Saved data entries

======

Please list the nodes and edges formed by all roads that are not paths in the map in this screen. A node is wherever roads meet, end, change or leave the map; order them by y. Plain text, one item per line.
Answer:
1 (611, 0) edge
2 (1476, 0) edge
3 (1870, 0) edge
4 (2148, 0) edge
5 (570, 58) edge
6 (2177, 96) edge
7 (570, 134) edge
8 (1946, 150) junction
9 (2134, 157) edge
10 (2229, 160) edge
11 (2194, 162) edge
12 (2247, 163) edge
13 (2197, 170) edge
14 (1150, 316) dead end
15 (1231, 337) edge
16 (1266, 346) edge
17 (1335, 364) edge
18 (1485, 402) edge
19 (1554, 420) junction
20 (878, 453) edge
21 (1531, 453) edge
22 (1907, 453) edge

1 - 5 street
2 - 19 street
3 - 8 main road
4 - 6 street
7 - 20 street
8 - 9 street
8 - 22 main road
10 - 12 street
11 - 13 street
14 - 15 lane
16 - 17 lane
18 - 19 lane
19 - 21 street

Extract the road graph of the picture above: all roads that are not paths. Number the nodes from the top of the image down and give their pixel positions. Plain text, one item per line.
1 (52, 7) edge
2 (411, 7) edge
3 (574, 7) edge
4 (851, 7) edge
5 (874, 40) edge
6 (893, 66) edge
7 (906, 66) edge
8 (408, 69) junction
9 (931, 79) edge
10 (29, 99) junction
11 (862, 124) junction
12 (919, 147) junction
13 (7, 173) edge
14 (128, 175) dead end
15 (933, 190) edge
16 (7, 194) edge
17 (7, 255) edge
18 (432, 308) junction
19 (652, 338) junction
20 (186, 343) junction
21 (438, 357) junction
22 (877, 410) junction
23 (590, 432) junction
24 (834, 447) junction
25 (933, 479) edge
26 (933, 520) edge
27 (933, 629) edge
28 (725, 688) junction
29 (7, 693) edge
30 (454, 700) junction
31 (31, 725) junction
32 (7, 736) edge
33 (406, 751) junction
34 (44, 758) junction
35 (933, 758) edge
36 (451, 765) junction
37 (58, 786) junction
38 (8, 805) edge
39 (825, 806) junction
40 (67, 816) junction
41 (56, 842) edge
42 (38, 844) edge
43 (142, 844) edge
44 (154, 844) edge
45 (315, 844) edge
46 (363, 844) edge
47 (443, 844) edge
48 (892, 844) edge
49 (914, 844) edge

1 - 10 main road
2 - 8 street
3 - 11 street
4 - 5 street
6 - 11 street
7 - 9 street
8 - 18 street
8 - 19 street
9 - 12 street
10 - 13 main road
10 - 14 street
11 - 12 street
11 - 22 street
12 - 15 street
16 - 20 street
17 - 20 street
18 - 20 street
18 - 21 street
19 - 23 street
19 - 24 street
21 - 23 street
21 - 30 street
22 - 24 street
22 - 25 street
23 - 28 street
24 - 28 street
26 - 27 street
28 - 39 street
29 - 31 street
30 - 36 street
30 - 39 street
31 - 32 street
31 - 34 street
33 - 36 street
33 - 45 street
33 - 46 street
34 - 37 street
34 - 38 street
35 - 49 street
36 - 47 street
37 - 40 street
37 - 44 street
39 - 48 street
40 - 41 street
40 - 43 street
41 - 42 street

======

Task instructions:
Copy every record exactly, leaving each line intact.

Answer space:
Please list the nodes and edges formed by all roads that are not paths in the map in this screen. A node is wherever roads meet, end, change or leave the map; order them by y. Plain text, one item per line.
Answer:
1 (611, 0) edge
2 (1476, 0) edge
3 (1870, 0) edge
4 (2148, 0) edge
5 (570, 58) edge
6 (2177, 96) edge
7 (570, 134) edge
8 (1946, 150) junction
9 (2134, 157) edge
10 (2229, 160) edge
11 (2194, 162) edge
12 (2247, 163) edge
13 (2197, 170) edge
14 (1150, 316) dead end
15 (1231, 337) edge
16 (1266, 346) edge
17 (1335, 364) edge
18 (1485, 402) edge
19 (1554, 420) junction
20 (878, 453) edge
21 (1531, 453) edge
22 (1907, 453) edge

1 - 5 street
2 - 19 street
3 - 8 main road
4 - 6 street
7 - 20 street
8 - 9 street
8 - 22 main road
10 - 12 street
11 - 13 street
14 - 15 lane
16 - 17 lane
18 - 19 lane
19 - 21 street

Extract the road graph of the picture above: all roads that are not paths. Number the nodes from the top of the image down and give their pixel positions. Plain text, one item per line.
1 (52, 7) edge
2 (411, 7) edge
3 (574, 7) edge
4 (851, 7) edge
5 (874, 40) edge
6 (893, 66) edge
7 (906, 66) edge
8 (408, 69) junction
9 (931, 79) edge
10 (29, 99) junction
11 (862, 124) junction
12 (919, 147) junction
13 (7, 173) edge
14 (128, 175) dead end
15 (933, 190) edge
16 (7, 194) edge
17 (7, 255) edge
18 (432, 308) junction
19 (652, 338) junction
20 (186, 343) junction
21 (438, 357) junction
22 (877, 410) junction
23 (590, 432) junction
24 (834, 447) junction
25 (933, 479) edge
26 (933, 520) edge
27 (933, 629) edge
28 (725, 688) junction
29 (7, 693) edge
30 (454, 700) junction
31 (31, 725) junction
32 (7, 736) edge
33 (406, 751) junction
34 (44, 758) junction
35 (933, 758) edge
36 (451, 765) junction
37 (58, 786) junction
38 (8, 805) edge
39 (825, 806) junction
40 (67, 816) junction
41 (56, 842) edge
42 (38, 844) edge
43 (142, 844) edge
44 (154, 844) edge
45 (315, 844) edge
46 (363, 844) edge
47 (443, 844) edge
48 (892, 844) edge
49 (914, 844) edge

1 - 10 main road
2 - 8 street
3 - 11 street
4 - 5 street
6 - 11 street
7 - 9 street
8 - 18 street
8 - 19 street
9 - 12 street
10 - 13 main road
10 - 14 street
11 - 12 street
11 - 22 street
12 - 15 street
16 - 20 street
17 - 20 street
18 - 20 street
18 - 21 street
19 - 23 street
19 - 24 street
21 - 23 street
21 - 30 street
22 - 24 street
22 - 25 street
23 - 28 street
24 - 28 street
26 - 27 street
28 - 39 street
29 - 31 street
30 - 36 street
30 - 39 street
31 - 32 street
31 - 34 street
33 - 36 street
33 - 45 street
33 - 46 street
34 - 37 street
34 - 38 street
35 - 49 street
36 - 47 street
37 - 40 street
37 - 44 street
39 - 48 street
40 - 41 street
40 - 43 street
41 - 42 street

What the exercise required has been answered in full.